Thinking through our holiday plans this year, I have been listening to the experts and weighing our options. We typically spend Thanksgiving with my parents a few hours away in Charlottesville, Virginia. But my mother is the sole caretaker to my father, who has complicated medical challenges. Not to mention, my 18-year-old son is coming home for the holidays by way of two airports. My other, older son is working in a restaurant for his gap year, so there’s a lot of public exposure all around. I’d be a fool to not be nervous.
But in my research I came across Mississippi State Medical Association president Dr. Mark Horne, who said, “We don't really want to see Mamaw at Thanksgiving and bury her by Christmas. It's going to happen. You're going to say ‘Hi’ at Thanksgiving, ‘It was so great to see you,' and you’re going to either be visiting by FaceTime in the ICU or planning a small funeral before Christmas."
His blunt assessment stopped me in my tracks.
I reached out to Dr. Horne to talk to him some more. "We have to think differently,” he told me. “It's 2020. It's different than anything in our life experiences. No one alive remembers the previous pandemic, the last one was 102 years go. We're not accustomed to this. We need to make decisions with our heads, and less with our heart. We know that when we gather with people who are not our nuclear family or daily contact, we have a serious risk of acquiring Covid-19."
Right then and there, I turned to the CDC guidelines and decided that we would stay home this year, just our nuclear family. Everyone needs to make their own decision, weighing the risks against the benefits of face-to-face connection. But for our family, there really is no other responsible option.
I have to admit, the thought of my parents spending Thanksgiving alone is heartbreaking. So I turned to my trusty network – my “kitchen cabinet” – for ideas on how to prepare the family and stay engaged, but safe, this Thanksgiving. If you’re staying at home this year, I hope you’ll take a page out of my playbook too. Remember: It’s possible to stay connected while being apart.
Treat them, from afar
This week I drop-shipped my folks a “happy,” what my girlfriends call a random gift to bring a little joy. It was nothing, really. Some fun-patterned masks and a new “mask chain” accessory, but they were thrilled. I also ordered them a Thanksgiving dinner from the local gourmet supermarket so that there would be no work, only relaxation this holiday. I know that my mom misses the big production of a giant, family feast, but I am encouraging her to treat this year as a one-off, a reprieve from all of her hard in previous years.

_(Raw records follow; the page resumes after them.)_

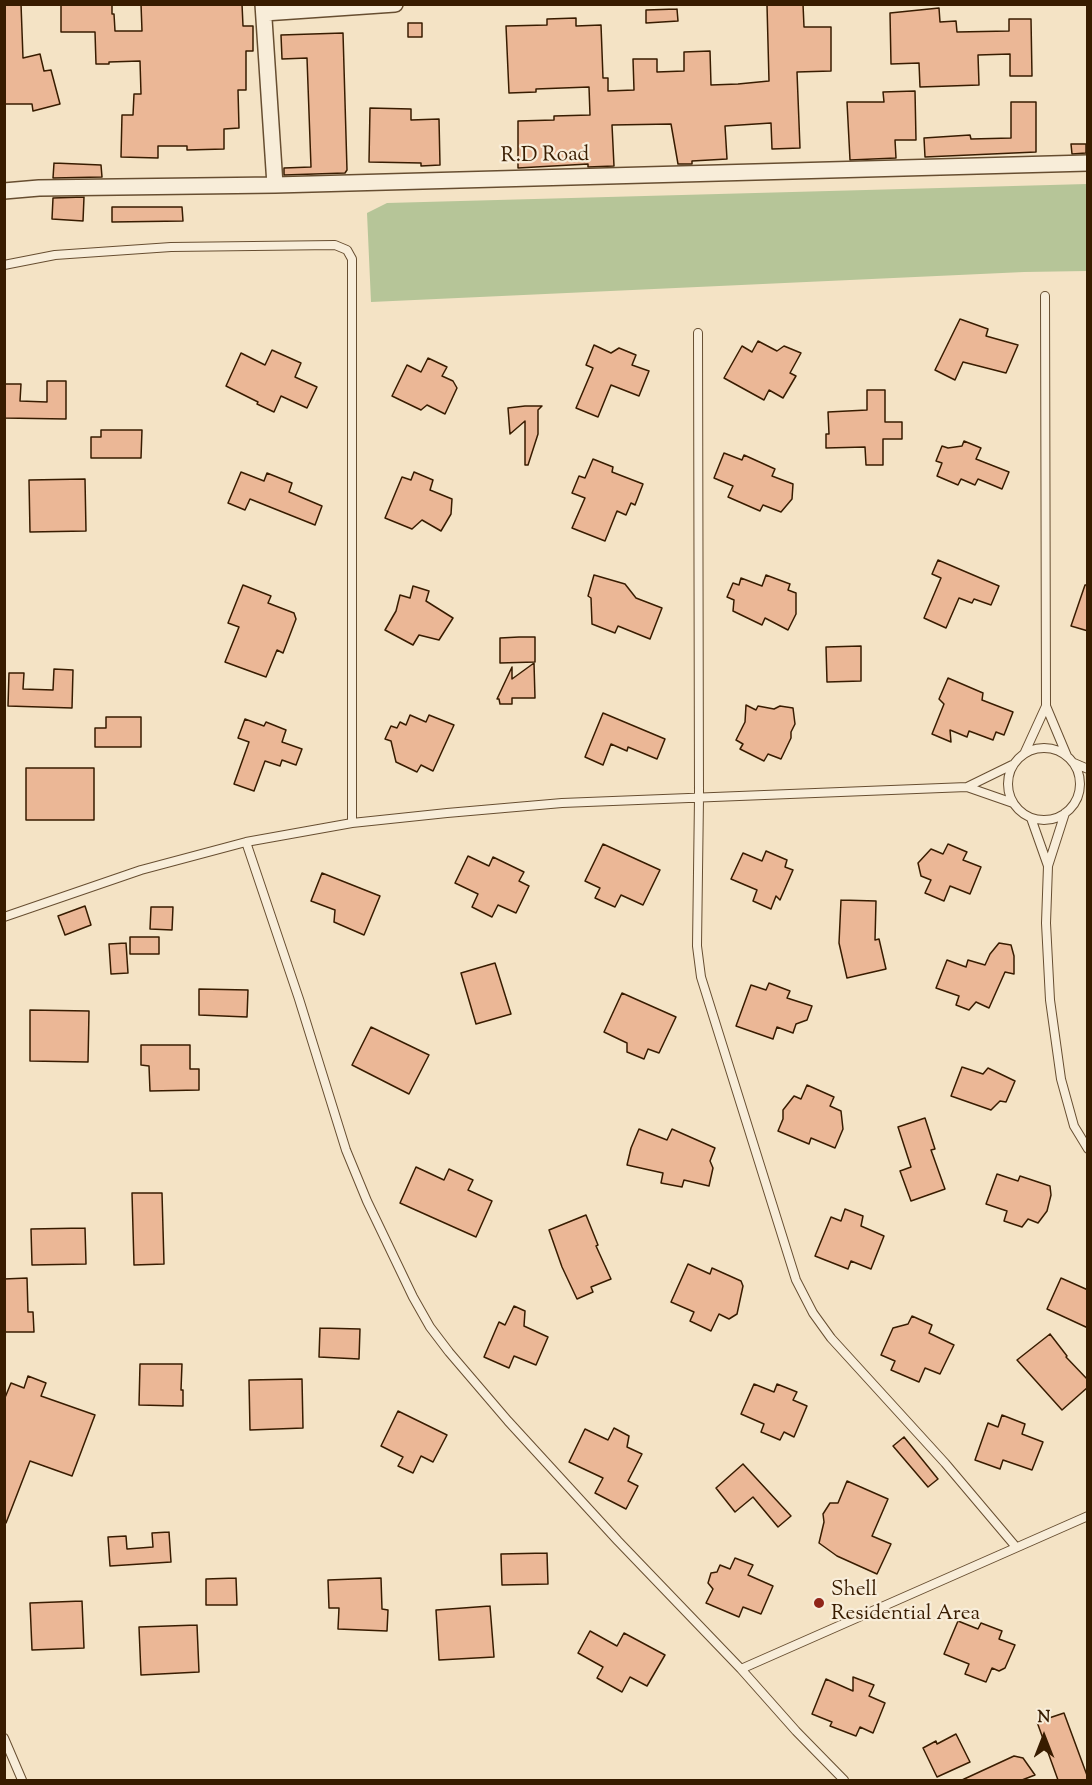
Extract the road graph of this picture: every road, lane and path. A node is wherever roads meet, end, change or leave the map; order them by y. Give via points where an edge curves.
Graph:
1 (395, 4) edge
2 (264, 8) edge
3 (1088, 163) edge
4 (275, 185) junction
5 (4, 190) edge
6 (4, 265) edge
7 (1045, 296) dead end
8 (698, 333) dead end
9 (1046, 706) junction
10 (1025, 753) junction
11 (1067, 756) junction
12 (1074, 763) junction
13 (1012, 764) junction
14 (1088, 768) edge
15 (967, 787) junction
16 (1088, 796) edge
17 (699, 798) junction
18 (1078, 800) junction
19 (1012, 802) junction
20 (1065, 813) junction
21 (1031, 818) junction
22 (352, 824) junction
23 (246, 842) junction
24 (1048, 866) junction
25 (4, 917) edge
26 (1088, 1149) edge
27 (1088, 1516) edge
28 (1016, 1547) junction
29 (741, 1669) junction
30 (4, 1738) edge
31 (22, 1780) edge
32 (844, 1780) edge

1 - 2 street
2 - 4 street
3 - 4 street, R.D Road
4 - 5 street, R.D Road
6 - 22 lane via 55,255 171,247 335,245 346,250 352,259
7 - 9 lane
8 - 17 lane
9 - 10 lane
9 - 11 lane
10 - 11 lane via 1048,748
10 - 13 lane
11 - 12 lane
12 - 14 lane
12 - 18 lane via 1079,773
13 - 15 lane
13 - 19 lane via 1008,780
15 - 17 lane
15 - 19 lane
16 - 18 lane
17 - 22 lane via 562,803
17 - 28 lane via 697,946 701,977 796,1280 831,1338
18 - 20 lane
19 - 21 lane
20 - 21 lane via 1054,819
20 - 24 lane
21 - 24 lane
22 - 23 lane
23 - 25 lane via 141,870
23 - 29 lane via 346,1150 430,1327 508,1421
24 - 26 lane via 1050,999 1059,1068 1074,1126
27 - 28 lane
28 - 29 lane
29 - 32 lane
30 - 31 lane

I get it, I’m on camera in meetings all day, every day. I have severe Zoom fatigue. But this isn’t a weekly status meeting or a teacher conference. It’s your family. So, pour a big coffee and watch the revamped Macy’s Day Parade with your cousin Judy. Or plan to have virtual cocktail hour or dessert course with your loved ones, maybe even sharing recipes and preparing the same dish. Or try some of these Thanksgiving games. I know we will be hitting the Turkey Day Bingo hard! The point is, you don’t have to be on FaceTime all day. Pick one fun time to engage, and really be there.
This year’s meal won’t look like those in year’s past, but try to embrace the change. It might be dining by an outdoor fire pit with a family from your “pandemic pod.” Or maybe it’s takeout from a local restaurant in front of a holiday movie. Eliza Waters, a mom of two in Madison, Wisconsin, is hoping for weather warm enough for an outdoor hike with friends who, like her, are not traveling to see family this Thanksgiving. Maybe she’ll even start a new, annual tradition. “Who knows,” she said. “Maybe we’ll pack turkey sandwiches.”
Take care of one another
For the last nine years, my mom - a true inspiration to so many - threw a potluck for more than 100 people at the local senior center where she worked. Worried so many of her seniors couldn’t travel for the holiday, or would be alone, she organized the biggest, best buffet you could imagine.
My family volunteered, filling iced tea glasses and bussing tables and making chit chat with folks eager to engage. I worry about each and every one of those seniors this week. So, find your single friends. The colleagues who can’t travel. The elderly. The sick. Knock on your neighbor’s door and inquire about their plans. Offer to make and deliver – with no contact and copious amounts of hand sanitizer while sporting your favorite turkey-themed mask – a dinner. Or maybe just a pie. This prolonged isolation is having a tremendous mental health impact on many, and a simple act of outreach is really what this holiday is about, isn’t it?
No, this Thanksgiving won’t be normal. It shouldn’t. We’re still very much in the throes of a global pandemic, the likes of which almost nobody living has seen before. But it will end. And let’s trade one Thanksgiving with our loved ones to make sure they’re around next year for the Turkey Bowl, the fight over the wishbone, and bragging rights for winning the pie-eating contest.
Jennifer Folsom is vice president of client delivery at Washington, D.C.-based management consulting firm RIVA Solutions Inc. She lives in Alexandria, Virginia, with her husband Ben and has three teenage sons. Her practical guide to modern working motherhood," The Ringmaster," is out now.